Assignment — Although the entries contain pictures, write out only their text, exactly as it stands.
-- Opening Marker --
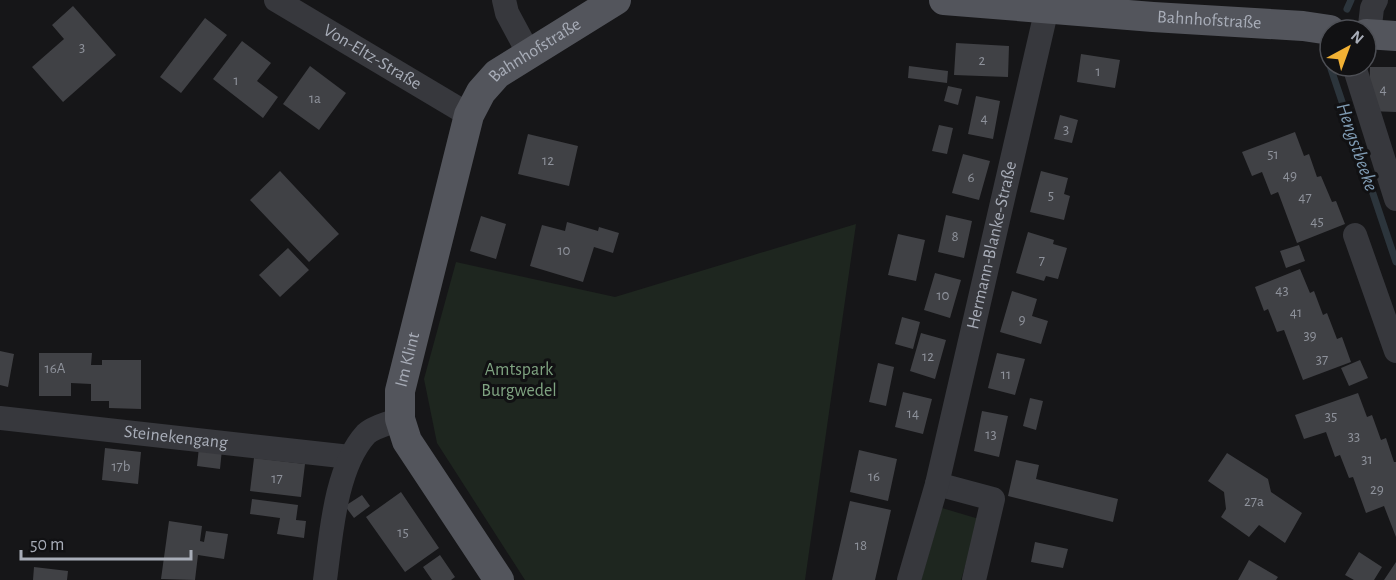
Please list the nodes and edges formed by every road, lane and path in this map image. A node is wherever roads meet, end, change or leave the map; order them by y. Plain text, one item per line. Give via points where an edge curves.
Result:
1 (276, 0) edge
2 (504, 0) edge
3 (616, 0) edge
4 (944, 0) edge
5 (1376, 0) edge
6 (1047, 8) junction
7 (1374, 18) edge
8 (1318, 28) edge
9 (529, 54) junction
10 (1358, 78) edge
11 (470, 115) junction
12 (1396, 199) edge
13 (1355, 235) dead end
14 (1396, 351) edge
15 (0, 418) edge
16 (400, 419) junction
17 (350, 457) junction
18 (937, 484) junction
19 (325, 580) edge
20 (499, 580) edge
21 (909, 580) edge
22 (974, 580) edge

1 - 11 street, Von-Eltz-Straße
2 - 9 street
3 - 9 main road, Bahnhofstraße
4 - 6 main road, Bahnhofstraße
5 - 7 street via 1372,8
6 - 8 main road, Bahnhofstraße
6 - 18 street, Hermann-Blanke-Straße
9 - 11 main road, Bahnhofstraße via 497,74 481,92
10 - 12 street
11 - 16 main road, Im Klint via 400,391
13 - 14 street
15 - 17 street, Steinekengang
16 - 17 street via 368,432
16 - 20 main road, Im Klint via 407,441
17 - 19 street via 334,512
18 - 21 street, Hermann-Blanke-Straße
18 - 22 street via 993,499

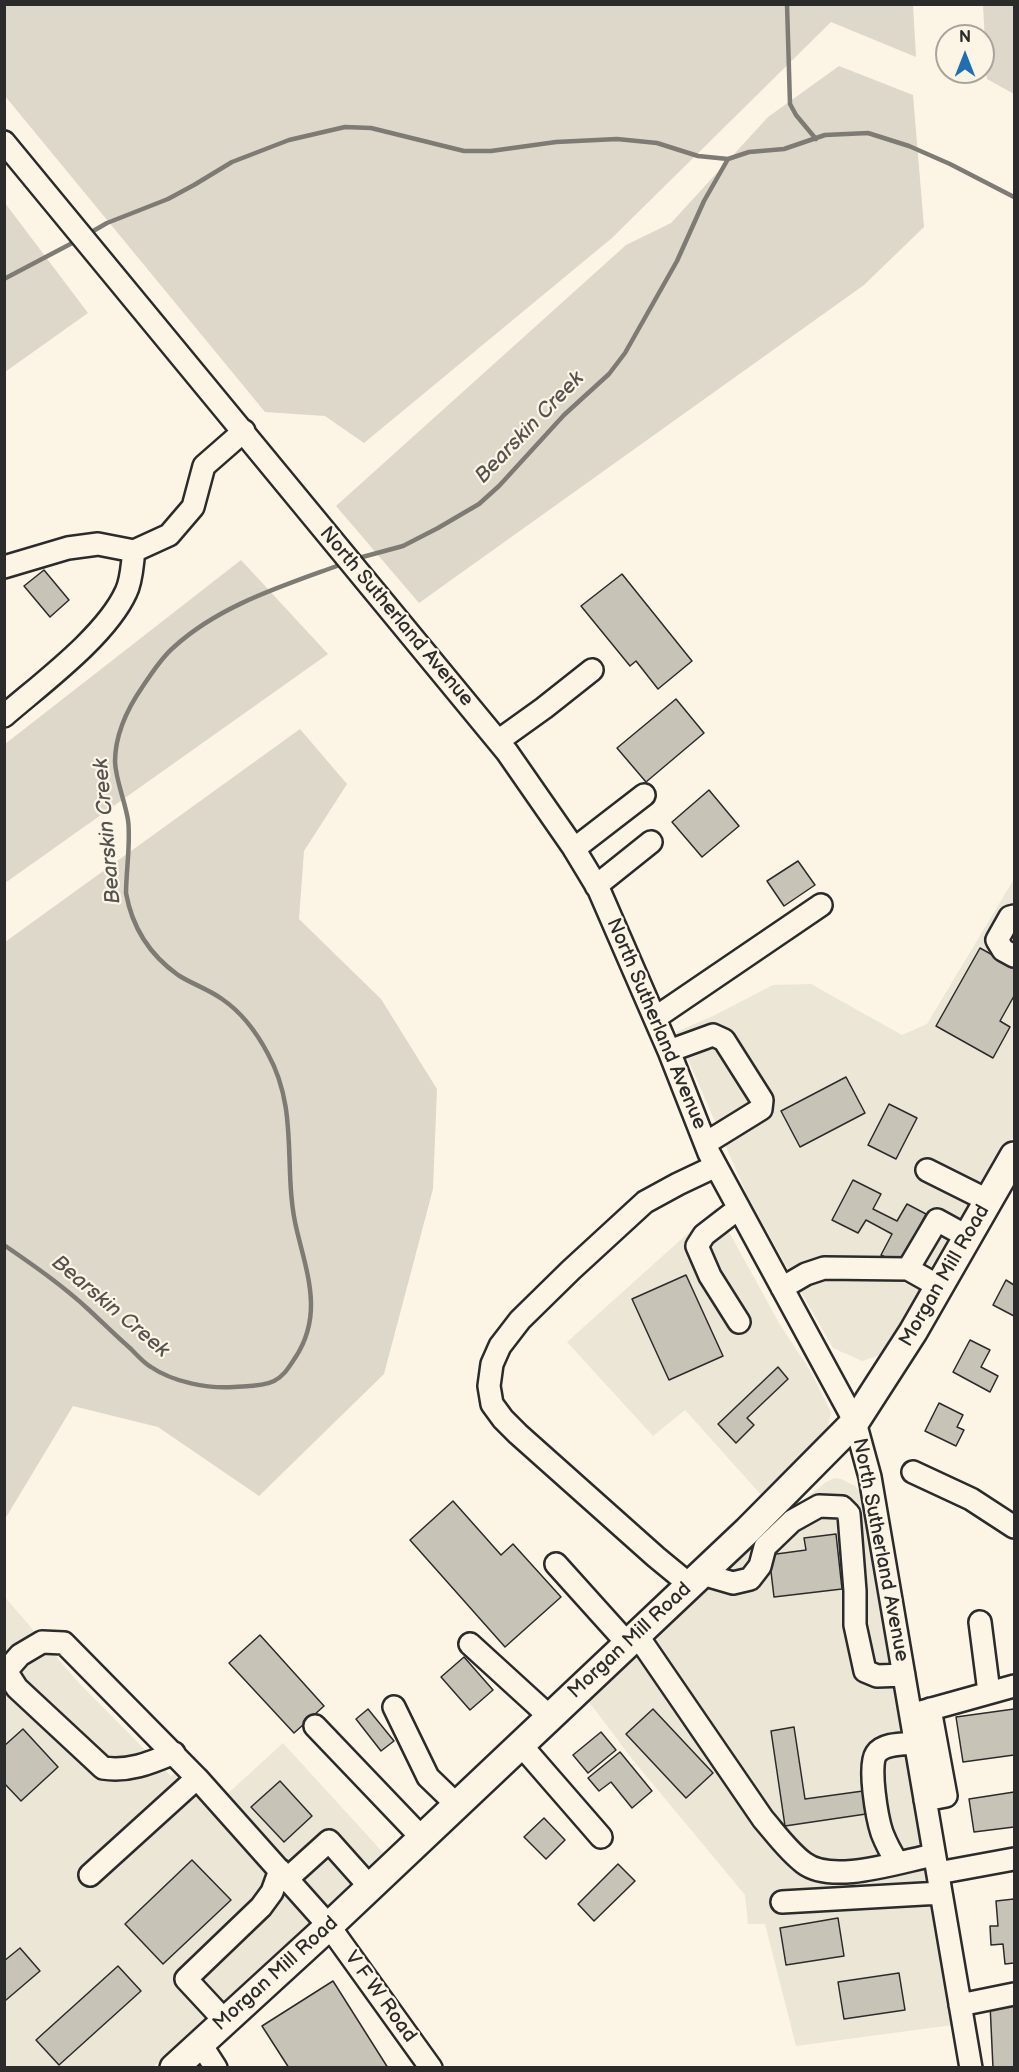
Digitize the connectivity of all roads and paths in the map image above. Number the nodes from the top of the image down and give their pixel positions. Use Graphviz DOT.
graph roads {
  1 [pos="4,142"];
  2 [pos="244,431"];
  3 [pos="134,551"];
  4 [pos="4,567"];
  5 [pos="592,670"];
  6 [pos="4,716"];
  7 [pos="498,741"];
  8 [pos="644,795"];
  9 [pos="651,842"];
  10 [pos="574,849"];
  11 [pos="596,886"];
  12 [pos="821,905"];
  13 [pos="1014,916"];
  14 [pos="1014,956"];
  15 [pos="655,1018"];
  16 [pos="669,1051"];
  17 [pos="705,1143"];
  18 [pos="1014,1157"];
  19 [pos="716,1166"];
  20 [pos="927,1170"];
  21 [pos="989,1201"];
  22 [pos="739,1208"];
  23 [pos="969,1237"];
  24 [pos="908,1269"];
  25 [pos="940,1287"];
  26 [pos="782,1288"];
  27 [pos="738,1322"];
  28 [pos="855,1422"];
  29 [pos="913,1472"];
  30 [pos="795,1483"];
  31 [pos="819,1506"];
  32 [pos="1014,1527"];
  33 [pos="556,1564"];
  34 [pos="696,1579"];
  35 [pos="980,1622"];
  36 [pos="633,1639"];
  37 [pos="470,1644"];
  38 [pos="904,1675"];
  39 [pos="1014,1686"];
  40 [pos="989,1692"];
  41 [pos="394,1707"];
  42 [pos="920,1712"];
  43 [pos="550,1717"];
  44 [pos="315,1726"];
  45 [pos="915,1743"];
  46 [pos="520,1745"];
  47 [pos="174,1753"];
  48 [pos="197,1778"];
  49 [pos="925,1800"];
  50 [pos="457,1805"];
  51 [pos="601,1837"];
  52 [pos="422,1838"];
  53 [pos="1014,1859"];
  54 [pos="897,1862"];
  55 [pos="284,1874"];
  56 [pos="938,1874"];
  57 [pos="90,1875"];
  58 [pos="370,1887"];
  59 [pos="782,1902"];
  60 [pos="329,1926"];
  61 [pos="1014,1994"];
  62 [pos="960,2005"];
  63 [pos="225,2021"];
  64 [pos="200,2043"];
  65 [pos="174,2067"];
  66 [pos="216,2067"];
  67 [pos="431,2067"];
  68 [pos="971,2067"];
  1 -- 2 [label="street, North Sutherland Avenue"];
  2 -- 3 [label="street"];
  2 -- 7 [label="street, North Sutherland Avenue"];
  3 -- 4 [label="street"];
  3 -- 6 [label="street"];
  5 -- 7 [label="street"];
  7 -- 10 [label="street, North Sutherland Avenue"];
  8 -- 10 [label="street"];
  9 -- 11 [label="street"];
  10 -- 11 [label="street, North Sutherland Avenue"];
  11 -- 15 [label="street, North Sutherland Avenue"];
  12 -- 15 [label="street"];
  13 -- 14 [label="street"];
  15 -- 16 [label="street, North Sutherland Avenue"];
  16 -- 17 [label="street, North Sutherland Avenue"];
  16 -- 17 [label="street"];
  17 -- 19 [label="street, North Sutherland Avenue"];
  18 -- 21 [label="main road, Morgan Mill Road"];
  19 -- 22 [label="street, North Sutherland Avenue"];
  19 -- 34 [label="street"];
  20 -- 21 [label="street"];
  21 -- 23 [label="main road, Morgan Mill Road"];
  22 -- 26 [label="street, North Sutherland Avenue"];
  22 -- 27 [label="street"];
  23 -- 24 [label="street"];
  23 -- 25 [label="main road, Morgan Mill Road"];
  24 -- 25 [label="street"];
  24 -- 26 [label="street"];
  25 -- 28 [label="main road, Morgan Mill Road"];
  26 -- 28 [label="street, North Sutherland Avenue"];
  28 -- 30 [label="main road, Morgan Mill Road"];
  28 -- 38 [label="street, North Sutherland Avenue"];
  29 -- 32 [label="street"];
  30 -- 31 [label="street"];
  30 -- 34 [label="main road, Morgan Mill Road"];
  31 -- 34 [label="street"];
  31 -- 38 [label="street"];
  33 -- 36 [label="street"];
  34 -- 36 [label="main road, Morgan Mill Road"];
  35 -- 40 [label="street"];
  36 -- 43 [label="main road, Morgan Mill Road"];
  36 -- 54 [label="street"];
  37 -- 43 [label="street"];
  38 -- 42 [label="street, North Sutherland Avenue"];
  39 -- 40 [label="street"];
  40 -- 42 [label="street"];
  41 -- 50 [label="street"];
  42 -- 45 [label="street, North Sutherland Avenue"];
  42 -- 49 [label="street"];
  43 -- 46 [label="main road, Morgan Mill Road"];
  44 -- 52 [label="street"];
  45 -- 49 [label="street, North Sutherland Avenue"];
  45 -- 54 [label="street"];
  46 -- 50 [label="main road, Morgan Mill Road"];
  46 -- 51 [label="street"];
  47 -- 47 [label="street, V F W Road"];
  47 -- 48 [label="street, V F W Road"];
  48 -- 55 [label="street, V F W Road"];
  48 -- 57 [label="street"];
  49 -- 56 [label="street, North Sutherland Avenue"];
  50 -- 52 [label="main road, Morgan Mill Road"];
  52 -- 58 [label="main road, Morgan Mill Road"];
  53 -- 56 [label="street"];
  54 -- 56 [label="street"];
  55 -- 58 [label="street"];
  55 -- 60 [label="street, V F W Road"];
  55 -- 63 [label="street"];
  56 -- 59 [label="street"];
  56 -- 62 [label="street, North Sutherland Avenue"];
  58 -- 60 [label="main road, Morgan Mill Road"];
  60 -- 63 [label="main road, Morgan Mill Road"];
  60 -- 67 [label="street, V F W Road"];
  61 -- 62 [label="street"];
  62 -- 68 [label="street, North Sutherland Avenue"];
  63 -- 64 [label="main road, Morgan Mill Road"];
  64 -- 65 [label="main road, Morgan Mill Road"];
  64 -- 66 [label="street"];
}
-- Closing Marker --
Answer to the exercise —
Please list the nodes and edges formed by every road, lane and path in this map image. A node is wherever roads meet, end, change or leave the map; order them by y. Plain text, one item per line. Give via points where an edge curves.
Result:
1 (276, 0) edge
2 (504, 0) edge
3 (616, 0) edge
4 (944, 0) edge
5 (1376, 0) edge
6 (1047, 8) junction
7 (1374, 18) edge
8 (1318, 28) edge
9 (529, 54) junction
10 (1358, 78) edge
11 (470, 115) junction
12 (1396, 199) edge
13 (1355, 235) dead end
14 (1396, 351) edge
15 (0, 418) edge
16 (400, 419) junction
17 (350, 457) junction
18 (937, 484) junction
19 (325, 580) edge
20 (499, 580) edge
21 (909, 580) edge
22 (974, 580) edge

1 - 11 street, Von-Eltz-Straße
2 - 9 street
3 - 9 main road, Bahnhofstraße
4 - 6 main road, Bahnhofstraße
5 - 7 street via 1372,8
6 - 8 main road, Bahnhofstraße
6 - 18 street, Hermann-Blanke-Straße
9 - 11 main road, Bahnhofstraße via 497,74 481,92
10 - 12 street
11 - 16 main road, Im Klint via 400,391
13 - 14 street
15 - 17 street, Steinekengang
16 - 17 street via 368,432
16 - 20 main road, Im Klint via 407,441
17 - 19 street via 334,512
18 - 21 street, Hermann-Blanke-Straße
18 - 22 street via 993,499

Digitize the connectivity of all roads and paths in the map image above. Number the nodes from the top of the image down and give their pixel positions. Use Graphviz DOT.
graph roads {
  1 [pos="4,142"];
  2 [pos="244,431"];
  3 [pos="134,551"];
  4 [pos="4,567"];
  5 [pos="592,670"];
  6 [pos="4,716"];
  7 [pos="498,741"];
  8 [pos="644,795"];
  9 [pos="651,842"];
  10 [pos="574,849"];
  11 [pos="596,886"];
  12 [pos="821,905"];
  13 [pos="1014,916"];
  14 [pos="1014,956"];
  15 [pos="655,1018"];
  16 [pos="669,1051"];
  17 [pos="705,1143"];
  18 [pos="1014,1157"];
  19 [pos="716,1166"];
  20 [pos="927,1170"];
  21 [pos="989,1201"];
  22 [pos="739,1208"];
  23 [pos="969,1237"];
  24 [pos="908,1269"];
  25 [pos="940,1287"];
  26 [pos="782,1288"];
  27 [pos="738,1322"];
  28 [pos="855,1422"];
  29 [pos="913,1472"];
  30 [pos="795,1483"];
  31 [pos="819,1506"];
  32 [pos="1014,1527"];
  33 [pos="556,1564"];
  34 [pos="696,1579"];
  35 [pos="980,1622"];
  36 [pos="633,1639"];
  37 [pos="470,1644"];
  38 [pos="904,1675"];
  39 [pos="1014,1686"];
  40 [pos="989,1692"];
  41 [pos="394,1707"];
  42 [pos="920,1712"];
  43 [pos="550,1717"];
  44 [pos="315,1726"];
  45 [pos="915,1743"];
  46 [pos="520,1745"];
  47 [pos="174,1753"];
  48 [pos="197,1778"];
  49 [pos="925,1800"];
  50 [pos="457,1805"];
  51 [pos="601,1837"];
  52 [pos="422,1838"];
  53 [pos="1014,1859"];
  54 [pos="897,1862"];
  55 [pos="284,1874"];
  56 [pos="938,1874"];
  57 [pos="90,1875"];
  58 [pos="370,1887"];
  59 [pos="782,1902"];
  60 [pos="329,1926"];
  61 [pos="1014,1994"];
  62 [pos="960,2005"];
  63 [pos="225,2021"];
  64 [pos="200,2043"];
  65 [pos="174,2067"];
  66 [pos="216,2067"];
  67 [pos="431,2067"];
  68 [pos="971,2067"];
  1 -- 2 [label="street, North Sutherland Avenue"];
  2 -- 3 [label="street"];
  2 -- 7 [label="street, North Sutherland Avenue"];
  3 -- 4 [label="street"];
  3 -- 6 [label="street"];
  5 -- 7 [label="street"];
  7 -- 10 [label="street, North Sutherland Avenue"];
  8 -- 10 [label="street"];
  9 -- 11 [label="street"];
  10 -- 11 [label="street, North Sutherland Avenue"];
  11 -- 15 [label="street, North Sutherland Avenue"];
  12 -- 15 [label="street"];
  13 -- 14 [label="street"];
  15 -- 16 [label="street, North Sutherland Avenue"];
  16 -- 17 [label="street, North Sutherland Avenue"];
  16 -- 17 [label="street"];
  17 -- 19 [label="street, North Sutherland Avenue"];
  18 -- 21 [label="main road, Morgan Mill Road"];
  19 -- 22 [label="street, North Sutherland Avenue"];
  19 -- 34 [label="street"];
  20 -- 21 [label="street"];
  21 -- 23 [label="main road, Morgan Mill Road"];
  22 -- 26 [label="street, North Sutherland Avenue"];
  22 -- 27 [label="street"];
  23 -- 24 [label="street"];
  23 -- 25 [label="main road, Morgan Mill Road"];
  24 -- 25 [label="street"];
  24 -- 26 [label="street"];
  25 -- 28 [label="main road, Morgan Mill Road"];
  26 -- 28 [label="street, North Sutherland Avenue"];
  28 -- 30 [label="main road, Morgan Mill Road"];
  28 -- 38 [label="street, North Sutherland Avenue"];
  29 -- 32 [label="street"];
  30 -- 31 [label="street"];
  30 -- 34 [label="main road, Morgan Mill Road"];
  31 -- 34 [label="street"];
  31 -- 38 [label="street"];
  33 -- 36 [label="street"];
  34 -- 36 [label="main road, Morgan Mill Road"];
  35 -- 40 [label="street"];
  36 -- 43 [label="main road, Morgan Mill Road"];
  36 -- 54 [label="street"];
  37 -- 43 [label="street"];
  38 -- 42 [label="street, North Sutherland Avenue"];
  39 -- 40 [label="street"];
  40 -- 42 [label="street"];
  41 -- 50 [label="street"];
  42 -- 45 [label="street, North Sutherland Avenue"];
  42 -- 49 [label="street"];
  43 -- 46 [label="main road, Morgan Mill Road"];
  44 -- 52 [label="street"];
  45 -- 49 [label="street, North Sutherland Avenue"];
  45 -- 54 [label="street"];
  46 -- 50 [label="main road, Morgan Mill Road"];
  46 -- 51 [label="street"];
  47 -- 47 [label="street, V F W Road"];
  47 -- 48 [label="street, V F W Road"];
  48 -- 55 [label="street, V F W Road"];
  48 -- 57 [label="street"];
  49 -- 56 [label="street, North Sutherland Avenue"];
  50 -- 52 [label="main road, Morgan Mill Road"];
  52 -- 58 [label="main road, Morgan Mill Road"];
  53 -- 56 [label="street"];
  54 -- 56 [label="street"];
  55 -- 58 [label="street"];
  55 -- 60 [label="street, V F W Road"];
  55 -- 63 [label="street"];
  56 -- 59 [label="street"];
  56 -- 62 [label="street, North Sutherland Avenue"];
  58 -- 60 [label="main road, Morgan Mill Road"];
  60 -- 63 [label="main road, Morgan Mill Road"];
  60 -- 67 [label="street, V F W Road"];
  61 -- 62 [label="street"];
  62 -- 68 [label="street, North Sutherland Avenue"];
  63 -- 64 [label="main road, Morgan Mill Road"];
  64 -- 65 [label="main road, Morgan Mill Road"];
  64 -- 66 [label="street"];
}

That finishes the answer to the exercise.